И старик попытался рассмеяться; но смех его был вынужденный, если не сказать, судорожный. Он продолжал:
– Деньги! Ах, хотелось бы мне иметь их в этом чемодане! Был бы я богаче, нежели теперь!
– Что же здесь такое?
– Свинец, мой добрый друг. Жалкие слитки свинца, олова… Все это стоит не больше каких-нибудь четырех экю!
– Неужели? – осведомился конюх с насмешливым видом.
– Это так же справедливо, как и то, что меня зовут Эзехиель Натан!
– А! Вы еврей?
– Я поклоняюсь Богу моих отцов, и хотя он оставляет служителя своего в нищете, я все-таки соблюдаю его заповеди… Мой добрый друг, отдайте мне, пожалуйста, этот чемодан…
– Берите, – сказал конюх.
Старик протянул руки. Конюх бросил ему чемодан так, что тот согнулся под его тяжестью. При этом из чемодана раздался металлический звук. Бледность жида приняла синеватый оттенок; но конюх, по-видимому, не обратил никакого внимания на все это.
– Чего дать вашей лошади? – спросил он.
– Сена и овса, мой добрый друг. Дайте ей столько, чтобы восстановить силы животного.

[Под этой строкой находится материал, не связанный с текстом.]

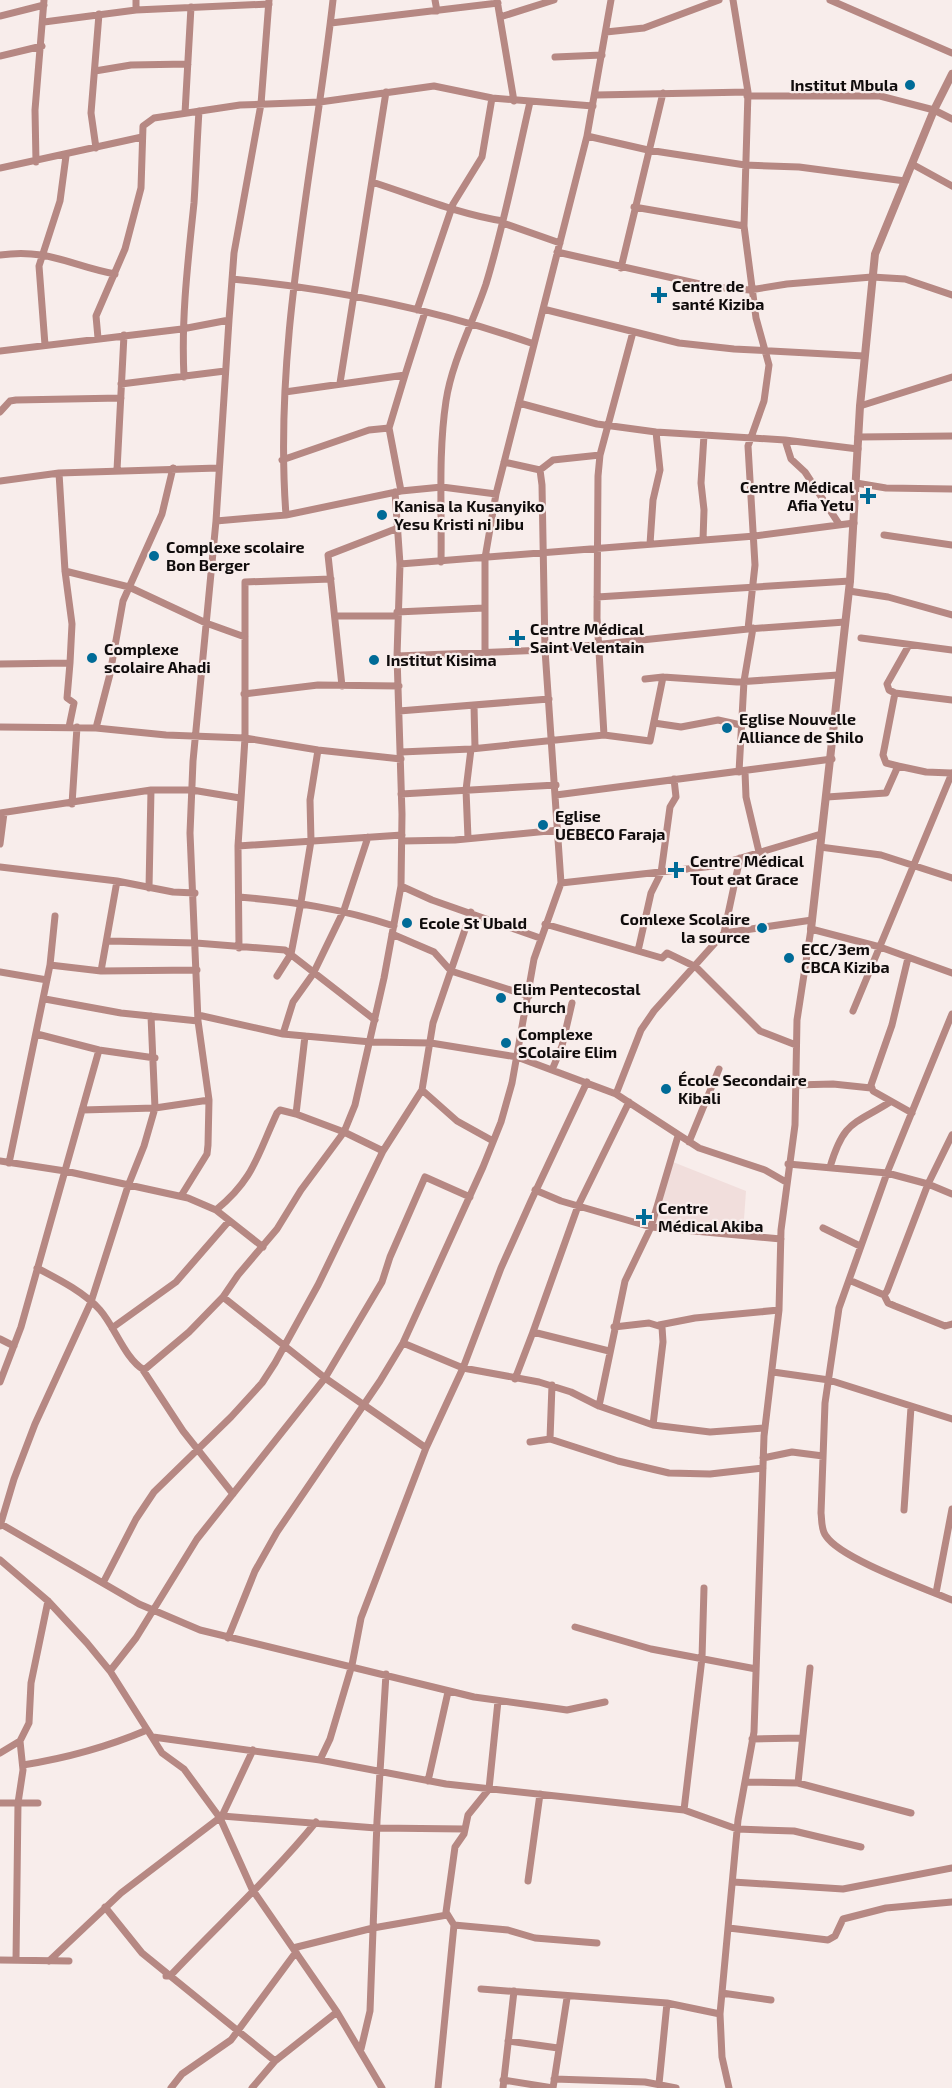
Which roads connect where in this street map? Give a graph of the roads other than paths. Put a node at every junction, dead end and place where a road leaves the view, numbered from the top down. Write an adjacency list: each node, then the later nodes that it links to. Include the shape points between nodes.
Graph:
1 (136, 0): 14 (street)
2 (333, 0): 20 (street)
3 (435, 0): 15 (street)
4 (554, 0): 18 (street)
5 (611, 0): 21 (street)
6 (719, 0): 21 (street, via 645,28)
7 (733, 0): 32 (street)
8 (830, 0): 23 (street)
9 (44, 2): 17 (street); 19 (street)
10 (269, 2): 12 (street); 38 (street)
11 (497, 2): 15 (street); 18 (street)
12 (221, 3): 13 (street)
13 (191, 7): 14 (street); 27 (street)
14 (136, 10): 16 (street)
15 (437, 11): 20 (street)
16 (99, 14): 19 (street); 28 (street)
17 (0, 16)
18 (500, 17): 35 (street)
19 (44, 22): 22 (street)
20 (331, 23): 36 (street)
21 (606, 32): 24 (street)
22 (42, 46): 25 (street); 49 (street, via 35,110)
23 (952, 53)
24 (602, 55): 26 (street); 33 (street)
25 (0, 56)
26 (555, 57)
27 (188, 64): 28 (street, via 124,65); 42 (street)
28 (95, 71): 46 (street, via 91,113)
29 (952, 74): 40 (street)
30 (386, 92): 34 (street, via 434,86); 36 (street); 54 (street)
31 (663, 93): 32 (street); 33 (street); 47 (street)
32 (747, 94): 40 (street, via 880,96); 51 (street)
33 (596, 95): 39 (street)
34 (492, 98): 35 (street); 57 (street, via 482,157)
35 (514, 101): 37 (street)
36 (320, 102): 38 (street); 68 (street)
37 (530, 102): 39 (street); 58 (street)
38 (261, 104): 41 (street); 67 (street)
39 (593, 106): 44 (street)
40 (933, 110): 43 (street); 50 (street)
41 (199, 111): 42 (street); 77 (street)
42 (185, 113): 45 (street, via 146,122)
43 (952, 119)
44 (587, 136): 47 (street); 60 (street)
45 (142, 137): 46 (street); 65 (street, via 141,188)
46 (96, 148): 48 (street)
47 (648, 150): 51 (street); 56 (street)
48 (66, 156): 49 (street); 62 (street, via 60,201)
49 (36, 162): 52 (street)
50 (912, 164): 53 (street); 55 (street)
51 (746, 165): 53 (street, via 799,167); 59 (street)
52 (0, 168)
53 (905, 181): 66 (street, via 878,243)
54 (372, 182): 57 (street); 71 (street)
55 (952, 186)
56 (634, 207): 59 (street); 64 (street)
57 (451, 211): 58 (street); 73 (street)
58 (503, 222): 60 (street); 76 (street)
59 (744, 226): 69 (street)
60 (560, 243): 61 (street)
61 (557, 252): 64 (street); 72 (street)
62 (41, 253): 63 (street); 65 (street); 82 (street, via 39,279)
63 (0, 255)
64 (621, 268): 69 (street, via 686,283)
65 (115, 274): 80 (street, via 96,316)
66 (872, 277): 69 (street); 70 (street, via 905,279); 85 (street)
67 (232, 279): 68 (street); 75 (street)
68 (295, 285): 71 (street); 92 (street)
69 (750, 290): 84 (street)
70 (952, 295)
71 (354, 297): 73 (street); 90 (street)
72 (543, 309): 78 (street); 81 (street)
73 (417, 310): 74 (street)
74 (425, 312): 76 (street); 87 (street)
75 (229, 320): 77 (street); 86 (street)
76 (472, 322): 81 (street); 116 (street, via 446,401)
77 (182, 329): 79 (street); 88 (street)
78 (633, 332): 84 (street, via 680,343); 97 (street)
79 (124, 335): 80 (street); 91 (street)
80 (98, 338): 82 (street)
81 (534, 344): 94 (street)
82 (45, 345): 83 (street)
83 (0, 351)
84 (765, 351): 85 (street); 103 (street, via 768,385)
85 (864, 356): 95 (street)
86 (225, 371): 88 (street); 110 (street)
87 (405, 375): 90 (street); 98 (street)
88 (184, 377): 91 (street)
89 (952, 377): 95 (street)
90 (340, 382): 92 (street)
91 (121, 384): 93 (street)
92 (285, 392): 107 (street)
93 (121, 399): 96 (street, via 16,400); 111 (street)
94 (519, 403): 97 (street); 108 (street)
95 (860, 406): 102 (street)
96 (0, 412)
97 (608, 426): 99 (street); 106 (street)
98 (389, 428): 107 (street, via 369,430); 118 (street)
99 (656, 432): 100 (street); 128 (street, via 660,470)
100 (704, 435): 103 (street); 127 (street)
101 (952, 436): 102 (street)
102 (858, 437): 105 (street)
103 (749, 438): 104 (street); 126 (street)
104 (785, 440): 105 (street); 123 (street, via 790,459 805,472)
105 (858, 449): 115 (street)
106 (600, 455): 112 (street, via 553,460); 130 (street)
107 (282, 460): 120 (street)
108 (504, 462): 112 (street); 119 (street)
109 (173, 468): 110 (street); 111 (street); 138 (street, via 162,514)
110 (219, 468): 121 (street)
111 (117, 470): 113 (street)
112 (540, 470): 131 (street)
113 (59, 473): 114 (street); 135 (street)
114 (0, 481)
115 (856, 483): 117 (street, via 885,488); 122 (street)
116 (442, 486): 118 (street); 119 (street); 133 (street)
117 (952, 489)
118 (398, 491): 120 (street); 124 (street)
119 (496, 494): 132 (street)
120 (286, 515): 121 (street)
121 (216, 521): 147 (street)
122 (854, 523): 123 (street); 137 (street)
123 (839, 524): 126 (street)
124 (398, 528): 134 (street); 136 (street, via 328,555)
125 (884, 535): 129 (street)
126 (755, 536): 127 (street); 139 (street)
127 (703, 540): 128 (street)
128 (650, 544): 130 (street)
129 (952, 545)
130 (596, 548): 131 (street); 141 (street)
131 (545, 552): 132 (street); 153 (street)
132 (485, 558): 133 (street); 142 (street)
133 (441, 562): 134 (street)
134 (400, 564): 143 (street)
135 (65, 571): 138 (street); 157 (street, via 72,624)
136 (331, 579): 145 (street); 149 (street, via 244,582)
137 (850, 581): 139 (street); 140 (street)
138 (129, 587): 147 (street); 175 (street)
139 (752, 587): 141 (street); 148 (street)
140 (849, 591): 144 (street, via 888,597); 146 (street)
141 (597, 597): 151 (street)
142 (484, 608): 143 (street); 155 (street)
143 (397, 614): 145 (street); 156 (street)
144 (952, 615)
145 (336, 616): 163 (street)
146 (845, 622): 148 (street); 159 (street)
147 (206, 623): 149 (street); 177 (street)
148 (750, 629): 151 (street); 162 (street)
149 (245, 637): 166 (street)
150 (861, 638): 152 (street)
151 (598, 645): 153 (street); 176 (street)
152 (909, 645): 154 (street); 165 (street, via 887,684)
153 (545, 650): 155 (street); 167 (street)
154 (952, 650)
155 (484, 651): 156 (street)
156 (397, 656): 164 (street)
157 (70, 663): 158 (street); 174 (street, via 67,698 74,703)
158 (0, 664)
159 (838, 675): 162 (street); 183 (street)
160 (663, 677): 161 (street); 162 (street); 171 (street)
161 (645, 679)
162 (744, 681): 172 (street)
163 (342, 686): 164 (street); 166 (street)
164 (399, 686): 170 (street)
165 (895, 693): 168 (street); 184 (street, via 884,755 886,763)
166 (244, 694): 178 (street)
167 (549, 699): 169 (street); 179 (street)
168 (952, 700)
169 (474, 705): 170 (street); 180 (street)
170 (399, 711): 182 (street)
171 (654, 723): 172 (street, via 681,727 718,720); 176 (street, via 649,742)
172 (741, 725): 185 (street)
173 (0, 727): 174 (street)
174 (73, 727): 175 (street); 196 (street)
175 (96, 728): 177 (street)
176 (604, 735): 179 (street)
177 (196, 736): 178 (street); 190 (street)
178 (245, 738): 181 (street); 195 (street)
179 (553, 741): 180 (street); 188 (street)
180 (473, 749): 182 (street); 191 (street)
181 (318, 750): 182 (street); 203 (street, via 310,800)
182 (401, 755): 192 (street)
183 (832, 759): 185 (street); 194 (street)
184 (898, 766): 186 (street); 194 (street, via 886,793)
185 (742, 772): 187 (street); 207 (street)
186 (952, 773): 209 (street)
187 (674, 779): 193 (street); 211 (street, via 675,797 670,807)
188 (556, 784): 191 (street); 193 (street)
189 (151, 790): 190 (street); 196 (street); 216 (street)
190 (192, 790): 195 (street); 217 (street, via 190,833)
191 (466, 790): 192 (street); 202 (street)
192 (401, 794): 201 (street)
193 (556, 795): 198 (street)
194 (827, 797): 199 (street)
195 (240, 798): 205 (street)
196 (72, 804): 197 (street)
197 (2, 813): 204 (street)
198 (559, 830): 202 (street); 214 (street)
199 (821, 834): 206 (street); 207 (street)
200 (368, 837): 201 (street); 203 (street); 220 (street)
201 (402, 838): 202 (street); 215 (street)
202 (468, 838)
203 (311, 841): 205 (street); 219 (street)
204 (0, 844)
205 (238, 846): 218 (street)
206 (820, 847): 209 (street, via 872,853); 224 (street)
207 (759, 852): 208 (street)
208 (740, 858): 211 (street, via 714,866); 226 (street)
209 (913, 864): 212 (street); 231 (street)
210 (0, 867): 213 (street)
211 (661, 873): 214 (street); 233 (street, via 651,893)
212 (952, 878)
213 (117, 881): 216 (street); 229 (street)
214 (561, 883): 223 (street)
215 (401, 886): 221 (street); 225 (street)
216 (149, 888): 217 (street)
217 (195, 893): 230 (street)
218 (239, 897): 219 (street); 232 (street)
219 (301, 902): 220 (street); 234 (street)
220 (344, 909): 225 (street); 242 (street)
221 (471, 912): 228 (street); 240 (street)
222 (55, 916): 236 (street)
223 (545, 924): 228 (street); 233 (street)
224 (811, 925): 226 (street); 231 (street); 259 (street)
225 (394, 926): 227 (street)
226 (724, 933): 237 (street)
227 (392, 934): 240 (street, via 434,952); 253 (street)
228 (540, 938): 246 (street)
229 (109, 941): 230 (street); 239 (street)
230 (196, 943): 232 (street); 238 (street)
231 (879, 947): 235 (street); 249 (street)
232 (239, 948): 234 (street, via 276,949)
233 (638, 951): 237 (street, via 662,957 667,953)
234 (291, 954): 242 (street); 244 (street)
235 (908, 958): 243 (street); 267 (street)
236 (50, 965): 239 (street); 245 (street)
237 (696, 967): 259 (street, via 760,1031); 269 (street, via 641,1030)
238 (197, 970): 239 (street); 252 (street)
239 (101, 971)
240 (451, 971): 246 (street); 258 (street, via 433,1023)
241 (0, 972): 245 (street)
242 (313, 974): 253 (street); 255 (street, via 292,1002)
243 (952, 974)
244 (277, 976)
245 (47, 980): 247 (street)
246 (529, 996): 261 (street)
247 (45, 999): 251 (street); 254 (street)
248 (572, 1003): 264 (street)
249 (853, 1011)
250 (952, 1014): 275 (street)
251 (151, 1016): 252 (street); 262 (street)
252 (198, 1018): 255 (street); 270 (street)
253 (375, 1020): 257 (street)
254 (37, 1034): 260 (street); 284 (street)
255 (283, 1034): 256 (street)
256 (305, 1036): 257 (street); 276 (street)
257 (371, 1042): 258 (street); 277 (street)
258 (431, 1043): 261 (street); 268 (street)
259 (796, 1045): 266 (street)
260 (99, 1050): 262 (street); 274 (street)
261 (517, 1057): 264 (street); 280 (street)
262 (155, 1058): 273 (street)
263 (718, 1069): 281 (street)
264 (552, 1070): 265 (street)
265 (587, 1082): 269 (street); 292 (street)
266 (795, 1085): 267 (street); 285 (street, via 795,1125)
267 (872, 1088): 272 (street)
268 (422, 1090): 280 (street, via 457,1121); 282 (street)
269 (616, 1094): 271 (street)
270 (209, 1100): 273 (street); 294 (street, via 207,1154)
271 (629, 1102): 279 (street); 296 (street)
272 (891, 1102): 275 (street); 286 (street, via 856,1120 842,1136)
273 (155, 1108): 274 (street); 291 (street)
274 (82, 1110): 287 (street)
275 (912, 1113): 288 (street)
276 (296, 1114): 277 (street); 297 (street, via 280,1110 277,1113 256,1166 236,1194)
277 (345, 1132): 282 (street); 303 (street)
278 (952, 1135): 290 (street)
279 (678, 1136): 281 (street); 299 (street)
280 (493, 1141): 295 (street)
281 (689, 1142): 289 (street, via 765,1170)
282 (383, 1151): 318 (street)
283 (0, 1161): 284 (street)
284 (9, 1163): 287 (street)
285 (788, 1164): 286 (street); 289 (street)
286 (830, 1167): 288 (street)
287 (64, 1171): 291 (street); 304 (street)
288 (887, 1173): 290 (street); 302 (street)
289 (786, 1182): 301 (street)
290 (928, 1184): 293 (street); 306 (street)
291 (128, 1186): 294 (street); 308 (street)
292 (535, 1190): 296 (street); 320 (street)
293 (952, 1194)
294 (181, 1196): 297 (street)
295 (470, 1197): 316 (street); 323 (street, via 424,1177 382,1282)
296 (578, 1206): 299 (street); 314 (street)
297 (216, 1210): 298 (street)
298 (229, 1221): 303 (street); 313 (street, via 176,1282)
299 (651, 1227): 301 (street); 312 (street, via 625,1281)
300 (823, 1228): 302 (street)
301 (781, 1239): 309 (street)
302 (860, 1246): 305 (street)
303 (262, 1247): 307 (street)
304 (37, 1268): 308 (street); 317 (street)
305 (849, 1280): 306 (street); 325 (street, via 839,1308)
306 (884, 1295): 310 (street, via 895,1306 945,1326)
307 (224, 1297): 318 (street); 321 (street)
308 (91, 1302): 313 (street); 344 (street, via 35,1424)
309 (779, 1310): 311 (street); 322 (street)
310 (952, 1324)
311 (659, 1325): 312 (street); 332 (street, via 663,1342)
312 (614, 1327): 319 (street)
313 (112, 1328): 321 (street)
314 (533, 1332): 319 (street); 324 (street)
315 (0, 1339): 317 (street)
316 (403, 1343): 320 (street); 328 (street)
317 (15, 1346): 326 (street)
318 (284, 1346): 323 (street); 337 (street, via 262,1383)
319 (609, 1352): 329 (street)
320 (463, 1368): 324 (street); 336 (street)
321 (143, 1370): 337 (street)
322 (773, 1372): 325 (street); 333 (street)
323 (325, 1378): 328 (street); 341 (street)
324 (515, 1379): 327 (street)
325 (829, 1380): 330 (street); 338 (street)
326 (0, 1382)
327 (552, 1386): 329 (street); 334 (street)
328 (364, 1404): 336 (street); 353 (street, via 259,1563)
329 (599, 1406): 332 (street)
330 (911, 1407): 331 (street); 343 (street)
331 (952, 1419)
332 (653, 1425): 333 (street, via 710,1432)
333 (765, 1428): 339 (street)
334 (550, 1439): 335 (street); 340 (street, via 669,1473 711,1474)
335 (530, 1442)
336 (426, 1448): 355 (street, via 361,1618)
337 (197, 1449): 341 (street); 346 (street, via 154,1492)
338 (823, 1456): 339 (street, via 792,1452); 348 (street, via 821,1513 826,1537 849,1554)
339 (763, 1458): 340 (street)
340 (763, 1467): 357 (street)
341 (233, 1494): 351 (street, via 179,1565)
342 (952, 1509): 348 (street)
343 (904, 1510)
344 (0, 1525): 346 (street)
345 (0, 1560): 350 (street)
346 (103, 1583): 351 (street)
347 (704, 1588): 354 (street)
348 (936, 1593): 349 (street)
349 (952, 1600)
350 (48, 1601): 358 (street); 367 (street, via 30,1687 30,1720)
351 (153, 1611): 353 (street); 358 (street)
352 (575, 1627): 354 (street, via 651,1649)
353 (228, 1638): 355 (street)
354 (702, 1658): 357 (street); 381 (street)
355 (352, 1665): 359 (street); 370 (street, via 330,1740)
356 (810, 1668): 365 (street)
357 (756, 1669): 366 (street)
358 (110, 1671): 363 (street)
359 (386, 1674): 360 (street); 372 (street)
360 (448, 1692): 361 (street); 373 (street)
361 (498, 1701): 362 (street, via 567,1710); 376 (street)
362 (605, 1702)
363 (147, 1730): 364 (street); 371 (street, via 69,1757)
364 (153, 1737): 368 (street); 383 (street, via 162,1753 184,1769)
365 (802, 1738): 366 (street); 375 (street)
366 (753, 1739): 374 (street)
367 (20, 1741): 369 (street); 371 (street)
368 (253, 1750): 370 (street); 383 (street)
369 (0, 1753)
370 (320, 1760): 372 (street)
371 (23, 1765): 379 (street)
372 (380, 1773): 373 (street); 385 (street)
373 (428, 1781): 376 (street)
374 (745, 1782): 375 (street); 387 (street)
375 (798, 1784): 382 (street)
376 (489, 1789): 377 (street); 386 (street, via 468,1815)
377 (540, 1794): 381 (street); 390 (street)
378 (0, 1803): 379 (street)
379 (18, 1803): 380 (street); 402 (street)
380 (38, 1803)
381 (684, 1810): 387 (street)
382 (911, 1813)
383 (221, 1817): 384 (street); 392 (street); 394 (street)
384 (316, 1822): 385 (street); 392 (street, via 280,1865)
385 (376, 1828): 386 (street); 397 (street)
386 (465, 1829): 395 (street, via 455,1847)
387 (737, 1829): 388 (street, via 802,1832); 391 (street)
388 (861, 1847)
389 (952, 1868): 391 (street, via 843,1889)
390 (528, 1881)
391 (734, 1882): 398 (street)
392 (252, 1889): 400 (street); 405 (street)
393 (952, 1902): 398 (street, via 886,1908 843,1919 835,1936 828,1940)
394 (105, 1907): 403 (street); 405 (street, via 142,1953)
395 (447, 1916): 396 (street); 397 (street)
396 (454, 1925): 399 (street, via 508,1929 528,1938); 425 (street)
397 (373, 1928): 400 (street); 417 (street, via 370,2012)
398 (729, 1928): 408 (street)
399 (597, 1943)
400 (295, 1950): 412 (street); 414 (street)
401 (0, 1960): 402 (street)
402 (16, 1960): 403 (street)
403 (49, 1960): 404 (street)
404 (69, 1961)
405 (167, 1976): 414 (street)
406 (481, 1989): 407 (street)
407 (514, 1991): 409 (street); 415 (street)
408 (722, 1993): 410 (street); 413 (street)
409 (567, 1998): 411 (street); 416 (street)
410 (771, 2000)
411 (667, 2003): 413 (street); 421 (street)
412 (337, 2012): 417 (street); 418 (street)
413 (720, 2014): 428 (street, via 722,2057)
414 (238, 2031): 418 (street); 422 (street, via 220,2049 182,2074)
415 (508, 2041): 416 (street); 420 (street)
416 (558, 2048): 419 (street)
417 (361, 2049): 424 (street)
418 (275, 2061): 423 (street)
419 (554, 2079): 421 (street); 426 (street)
420 (503, 2084): 426 (street)
421 (659, 2084): 427 (street)
422 (171, 2088)
423 (252, 2088)
424 (382, 2088)
425 (438, 2088)
426 (553, 2088)
427 (676, 2088)
428 (729, 2088)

Но пожалейте мой бедный кошелек.
– Будьте спокойны, возьмем не дорого.
– Если вы хорошенько позаботитесь о моей лошадке, – продолжал жид, – завтра утром вы получите кое-что.
– А! Вы здесь ночуете?
– Конечно.
– В таком случае спите спокойно. Лошадь ваша не будет иметь недостатка ни в чем.
После этого разговора Эзехиель Натан вынес чемодан из конюшни, пробрался через двор и вошел в гостиницу. Венера и Молох все сидели на скамейке у ворот.
Комната, которую трактирщик отвел Деборе, была довольно велика, хоть и запущена, и сообщалась со второй комнатой узкой дверью. Пол, растрескавшийся во многих местах, дрожал под ногами. Кровать, покрытая жалким тюфяком и простыней сомнительной белизны, стояла под балдахином, с которого спускались разодранные занавеси. Старинный комод, разломанный и без одной ножки, и два кресла, угрожавшие развалиться, дополняли меблировку комнаты. Впрочем, ко всему этому надо прибавить еще два мешка с орехами и бутылку, исполнявшую роль подсвечника. В нее была воткнута сальная свечка.
Дебора сидела у окна в том кресле, которое было покрепче, и ждала отца, устремив на черные и закопченные бревна потолка рассеянный и несколько задумчивый взор. Покрывала уже не было на лице ее, и среди жалкой нищеты, описанной нами, она походила на королеву. Заимствуя у искусства сравнение, которое кажется нам верным, мы скажем, что это была великолепная рафаэлевская головка в плохой, покрытой паутиной раме.
Дверь растворилась, и Эзехиель Натан, прижимая к груди драгоценный чемодан, показался на пороге. Перед ним шел трактирщик. При виде лучезарной красоты девушки он был словно ослеплен. Потом глаза его засверкали, молния сладострастия брызнула из глаз. Несколько секунд лицо толстяка походило на лицо Сатира; но ни Натан, ни Дебора не обратили на это внимания.
– Когда вы хотите ужинать? – наконец спросил трактирщик.
– Когда ужин будет готов? – осведомился Натан.
– Через час, не раньше. Скоро ли еще поймаешь цыпленка? Потом надо заколоть его, изжарить…
– Хорошо, через час так через час.
– Здесь будете ужинать или внизу?
– Здесь! Здесь! – живо отвечал Натан. – Я не хочу, чтобы дочь моя входила в общую залу.
– Как вам угодно. Сейчас накроют на стол.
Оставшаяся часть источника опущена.